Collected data
BEGIN
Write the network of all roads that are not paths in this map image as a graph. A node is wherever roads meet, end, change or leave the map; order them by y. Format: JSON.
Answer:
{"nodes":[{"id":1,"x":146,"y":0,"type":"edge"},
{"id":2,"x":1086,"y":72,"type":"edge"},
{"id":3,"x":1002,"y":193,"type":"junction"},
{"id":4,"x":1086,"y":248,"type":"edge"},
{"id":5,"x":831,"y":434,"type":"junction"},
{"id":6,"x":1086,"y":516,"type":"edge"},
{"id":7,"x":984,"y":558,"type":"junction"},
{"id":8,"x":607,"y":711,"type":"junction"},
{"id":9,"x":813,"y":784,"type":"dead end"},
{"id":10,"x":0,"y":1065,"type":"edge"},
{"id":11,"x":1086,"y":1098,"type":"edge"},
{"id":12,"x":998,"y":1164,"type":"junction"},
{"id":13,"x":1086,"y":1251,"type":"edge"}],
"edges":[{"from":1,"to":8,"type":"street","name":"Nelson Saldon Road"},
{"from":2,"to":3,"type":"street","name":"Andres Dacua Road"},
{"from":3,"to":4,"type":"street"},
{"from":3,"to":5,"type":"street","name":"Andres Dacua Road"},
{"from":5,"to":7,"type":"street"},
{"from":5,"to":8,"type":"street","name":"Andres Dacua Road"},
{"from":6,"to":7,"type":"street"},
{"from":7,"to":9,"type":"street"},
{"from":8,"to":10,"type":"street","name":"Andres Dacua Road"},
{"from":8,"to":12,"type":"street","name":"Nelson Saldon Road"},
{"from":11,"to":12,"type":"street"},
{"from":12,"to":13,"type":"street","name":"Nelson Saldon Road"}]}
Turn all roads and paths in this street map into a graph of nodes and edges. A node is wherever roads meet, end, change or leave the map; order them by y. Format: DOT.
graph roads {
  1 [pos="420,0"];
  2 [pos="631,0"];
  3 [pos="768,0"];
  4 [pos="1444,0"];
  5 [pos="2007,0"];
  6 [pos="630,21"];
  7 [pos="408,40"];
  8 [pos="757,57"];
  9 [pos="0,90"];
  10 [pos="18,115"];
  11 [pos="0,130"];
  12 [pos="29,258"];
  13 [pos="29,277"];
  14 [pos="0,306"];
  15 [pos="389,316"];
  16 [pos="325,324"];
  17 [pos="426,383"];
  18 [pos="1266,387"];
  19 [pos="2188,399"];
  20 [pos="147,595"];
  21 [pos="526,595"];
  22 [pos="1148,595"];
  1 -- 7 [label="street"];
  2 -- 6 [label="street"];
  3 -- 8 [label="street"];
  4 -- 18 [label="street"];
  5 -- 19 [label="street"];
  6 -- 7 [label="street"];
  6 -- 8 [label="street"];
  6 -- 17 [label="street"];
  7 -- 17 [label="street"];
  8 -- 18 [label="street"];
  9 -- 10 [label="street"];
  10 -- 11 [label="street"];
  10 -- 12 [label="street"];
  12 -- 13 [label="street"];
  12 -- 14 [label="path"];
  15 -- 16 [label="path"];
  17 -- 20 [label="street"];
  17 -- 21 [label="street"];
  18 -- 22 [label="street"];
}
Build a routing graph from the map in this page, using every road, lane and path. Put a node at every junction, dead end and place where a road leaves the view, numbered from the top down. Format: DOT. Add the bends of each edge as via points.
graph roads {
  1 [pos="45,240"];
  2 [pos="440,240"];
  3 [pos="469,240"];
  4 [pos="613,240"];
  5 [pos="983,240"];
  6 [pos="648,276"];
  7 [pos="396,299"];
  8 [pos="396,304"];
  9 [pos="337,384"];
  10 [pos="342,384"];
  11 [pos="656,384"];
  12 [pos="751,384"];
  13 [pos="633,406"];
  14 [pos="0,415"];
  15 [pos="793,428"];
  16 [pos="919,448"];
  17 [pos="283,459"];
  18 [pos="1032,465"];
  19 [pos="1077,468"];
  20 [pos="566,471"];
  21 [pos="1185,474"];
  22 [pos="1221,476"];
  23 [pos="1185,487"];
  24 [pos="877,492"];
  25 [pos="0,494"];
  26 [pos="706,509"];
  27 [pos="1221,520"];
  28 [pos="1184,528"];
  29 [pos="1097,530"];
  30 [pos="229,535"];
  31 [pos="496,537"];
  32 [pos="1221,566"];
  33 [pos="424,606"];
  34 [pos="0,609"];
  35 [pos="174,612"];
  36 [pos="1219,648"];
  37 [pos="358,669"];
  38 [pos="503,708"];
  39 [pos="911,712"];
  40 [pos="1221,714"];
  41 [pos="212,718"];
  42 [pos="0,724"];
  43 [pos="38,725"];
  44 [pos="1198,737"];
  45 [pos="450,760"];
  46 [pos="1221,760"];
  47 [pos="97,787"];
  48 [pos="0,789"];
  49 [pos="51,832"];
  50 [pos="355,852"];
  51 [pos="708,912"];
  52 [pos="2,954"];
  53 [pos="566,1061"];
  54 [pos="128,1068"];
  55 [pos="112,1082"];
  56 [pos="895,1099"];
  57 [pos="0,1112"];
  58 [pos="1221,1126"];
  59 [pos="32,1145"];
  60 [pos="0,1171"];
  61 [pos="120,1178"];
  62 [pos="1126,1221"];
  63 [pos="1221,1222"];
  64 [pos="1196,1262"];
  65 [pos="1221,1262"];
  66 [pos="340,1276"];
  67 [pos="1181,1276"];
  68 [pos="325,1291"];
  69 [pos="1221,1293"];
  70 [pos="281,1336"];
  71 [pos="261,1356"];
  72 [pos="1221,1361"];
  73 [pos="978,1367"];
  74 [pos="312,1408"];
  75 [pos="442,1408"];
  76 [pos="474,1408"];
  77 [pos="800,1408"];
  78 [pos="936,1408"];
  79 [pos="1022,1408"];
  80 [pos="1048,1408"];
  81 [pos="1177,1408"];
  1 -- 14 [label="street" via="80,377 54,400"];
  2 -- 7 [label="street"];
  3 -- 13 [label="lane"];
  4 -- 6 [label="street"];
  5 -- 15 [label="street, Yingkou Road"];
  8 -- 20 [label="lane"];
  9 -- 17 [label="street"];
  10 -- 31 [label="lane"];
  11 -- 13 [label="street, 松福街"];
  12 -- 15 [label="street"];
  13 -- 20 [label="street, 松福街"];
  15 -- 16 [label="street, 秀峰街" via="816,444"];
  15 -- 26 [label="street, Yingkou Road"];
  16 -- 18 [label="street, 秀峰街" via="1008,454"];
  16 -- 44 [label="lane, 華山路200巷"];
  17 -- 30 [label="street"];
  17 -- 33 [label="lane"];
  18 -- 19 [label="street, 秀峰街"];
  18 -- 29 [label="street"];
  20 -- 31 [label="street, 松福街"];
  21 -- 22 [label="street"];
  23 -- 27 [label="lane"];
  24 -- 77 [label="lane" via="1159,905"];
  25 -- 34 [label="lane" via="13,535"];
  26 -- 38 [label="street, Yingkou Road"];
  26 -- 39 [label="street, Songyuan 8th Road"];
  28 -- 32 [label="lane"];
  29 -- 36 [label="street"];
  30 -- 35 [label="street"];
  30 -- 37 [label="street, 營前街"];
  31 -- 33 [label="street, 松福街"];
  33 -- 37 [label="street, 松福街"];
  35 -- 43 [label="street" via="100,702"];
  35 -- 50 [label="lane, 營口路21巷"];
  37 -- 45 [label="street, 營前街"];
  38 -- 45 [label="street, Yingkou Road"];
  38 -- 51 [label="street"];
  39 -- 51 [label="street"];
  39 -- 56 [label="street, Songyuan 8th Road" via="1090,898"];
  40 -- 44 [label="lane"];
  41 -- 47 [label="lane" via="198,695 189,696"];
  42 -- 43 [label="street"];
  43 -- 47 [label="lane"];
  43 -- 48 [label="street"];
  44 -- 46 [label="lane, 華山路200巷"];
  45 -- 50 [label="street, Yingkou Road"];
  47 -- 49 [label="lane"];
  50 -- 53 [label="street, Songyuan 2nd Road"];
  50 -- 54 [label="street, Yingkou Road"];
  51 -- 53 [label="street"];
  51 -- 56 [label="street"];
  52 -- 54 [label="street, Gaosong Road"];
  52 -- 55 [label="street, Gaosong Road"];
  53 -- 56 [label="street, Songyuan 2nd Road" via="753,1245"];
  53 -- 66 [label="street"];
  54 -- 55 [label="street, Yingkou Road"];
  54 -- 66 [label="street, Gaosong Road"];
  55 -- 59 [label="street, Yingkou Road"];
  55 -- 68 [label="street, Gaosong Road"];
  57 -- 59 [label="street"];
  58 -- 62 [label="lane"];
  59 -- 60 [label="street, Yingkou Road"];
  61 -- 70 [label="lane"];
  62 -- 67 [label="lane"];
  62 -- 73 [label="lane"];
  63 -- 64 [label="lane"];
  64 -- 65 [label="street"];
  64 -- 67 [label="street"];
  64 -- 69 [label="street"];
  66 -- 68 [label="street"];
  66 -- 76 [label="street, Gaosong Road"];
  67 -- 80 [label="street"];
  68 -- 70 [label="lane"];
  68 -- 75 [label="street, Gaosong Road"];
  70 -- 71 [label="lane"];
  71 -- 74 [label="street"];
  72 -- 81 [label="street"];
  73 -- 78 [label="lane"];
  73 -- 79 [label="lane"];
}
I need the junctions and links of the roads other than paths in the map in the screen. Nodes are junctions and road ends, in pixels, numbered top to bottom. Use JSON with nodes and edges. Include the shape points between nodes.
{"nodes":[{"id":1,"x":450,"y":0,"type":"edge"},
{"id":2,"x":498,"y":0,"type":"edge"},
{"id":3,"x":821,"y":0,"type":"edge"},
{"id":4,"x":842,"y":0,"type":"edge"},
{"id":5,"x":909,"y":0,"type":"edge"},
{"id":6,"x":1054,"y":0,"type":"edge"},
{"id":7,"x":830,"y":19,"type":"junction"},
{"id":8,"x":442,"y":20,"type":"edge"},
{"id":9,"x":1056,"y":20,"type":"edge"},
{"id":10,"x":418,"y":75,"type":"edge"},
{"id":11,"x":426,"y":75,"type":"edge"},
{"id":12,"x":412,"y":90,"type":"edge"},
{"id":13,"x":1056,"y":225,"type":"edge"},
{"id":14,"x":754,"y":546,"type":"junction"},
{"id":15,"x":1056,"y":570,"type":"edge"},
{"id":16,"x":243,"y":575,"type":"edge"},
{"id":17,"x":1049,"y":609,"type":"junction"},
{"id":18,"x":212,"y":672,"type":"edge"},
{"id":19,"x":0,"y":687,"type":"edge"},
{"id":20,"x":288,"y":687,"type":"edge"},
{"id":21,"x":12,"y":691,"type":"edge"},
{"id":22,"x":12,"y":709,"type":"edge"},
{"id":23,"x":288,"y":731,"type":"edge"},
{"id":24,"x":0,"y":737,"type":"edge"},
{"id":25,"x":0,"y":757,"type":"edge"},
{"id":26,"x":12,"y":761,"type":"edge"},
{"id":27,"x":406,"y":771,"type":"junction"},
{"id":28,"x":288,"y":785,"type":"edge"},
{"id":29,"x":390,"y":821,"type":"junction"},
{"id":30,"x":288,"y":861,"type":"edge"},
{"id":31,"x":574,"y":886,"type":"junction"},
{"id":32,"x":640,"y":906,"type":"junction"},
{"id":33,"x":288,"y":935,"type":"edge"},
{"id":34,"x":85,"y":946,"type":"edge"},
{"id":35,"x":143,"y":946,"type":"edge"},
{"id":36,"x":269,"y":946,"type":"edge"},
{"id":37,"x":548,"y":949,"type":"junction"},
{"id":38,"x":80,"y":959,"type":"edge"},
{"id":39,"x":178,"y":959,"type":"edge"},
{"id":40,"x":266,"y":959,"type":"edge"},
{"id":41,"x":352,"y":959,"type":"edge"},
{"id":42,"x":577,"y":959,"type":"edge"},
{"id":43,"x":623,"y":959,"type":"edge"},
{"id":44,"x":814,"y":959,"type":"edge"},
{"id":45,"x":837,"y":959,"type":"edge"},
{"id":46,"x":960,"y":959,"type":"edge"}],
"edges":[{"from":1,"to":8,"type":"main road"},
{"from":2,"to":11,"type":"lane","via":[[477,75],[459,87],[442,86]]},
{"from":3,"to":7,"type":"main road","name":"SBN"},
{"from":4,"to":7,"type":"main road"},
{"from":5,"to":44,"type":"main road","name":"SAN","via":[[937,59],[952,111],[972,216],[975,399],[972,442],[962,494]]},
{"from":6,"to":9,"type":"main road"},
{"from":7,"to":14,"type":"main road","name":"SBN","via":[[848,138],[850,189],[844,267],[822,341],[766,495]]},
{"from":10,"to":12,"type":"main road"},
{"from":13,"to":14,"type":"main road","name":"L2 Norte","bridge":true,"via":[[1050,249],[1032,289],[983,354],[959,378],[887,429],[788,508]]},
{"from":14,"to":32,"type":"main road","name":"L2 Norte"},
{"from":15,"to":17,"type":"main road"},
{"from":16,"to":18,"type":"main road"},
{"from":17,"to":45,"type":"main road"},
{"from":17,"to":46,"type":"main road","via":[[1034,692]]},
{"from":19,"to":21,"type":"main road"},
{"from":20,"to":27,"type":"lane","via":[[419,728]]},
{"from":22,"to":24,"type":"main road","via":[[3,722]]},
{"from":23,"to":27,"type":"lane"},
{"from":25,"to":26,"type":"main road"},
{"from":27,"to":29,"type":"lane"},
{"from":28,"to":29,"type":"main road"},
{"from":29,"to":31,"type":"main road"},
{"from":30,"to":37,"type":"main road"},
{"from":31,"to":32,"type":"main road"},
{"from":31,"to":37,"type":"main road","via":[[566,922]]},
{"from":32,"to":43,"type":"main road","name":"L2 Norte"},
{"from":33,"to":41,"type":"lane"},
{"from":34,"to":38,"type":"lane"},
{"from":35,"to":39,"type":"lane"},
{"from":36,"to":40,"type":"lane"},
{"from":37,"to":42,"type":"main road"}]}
END
Exercise
Show each line in the data where the string "wherever" appears.

The answer
Write the network of all roads that are not paths in this map image as a graph. A node is wherever roads meet, end, change or leave the map; order them by y. Format: JSON.
Turn all roads and paths in this street map into a graph of nodes and edges. A node is wherever roads meet, end, change or leave the map; order them by y. Format: DOT.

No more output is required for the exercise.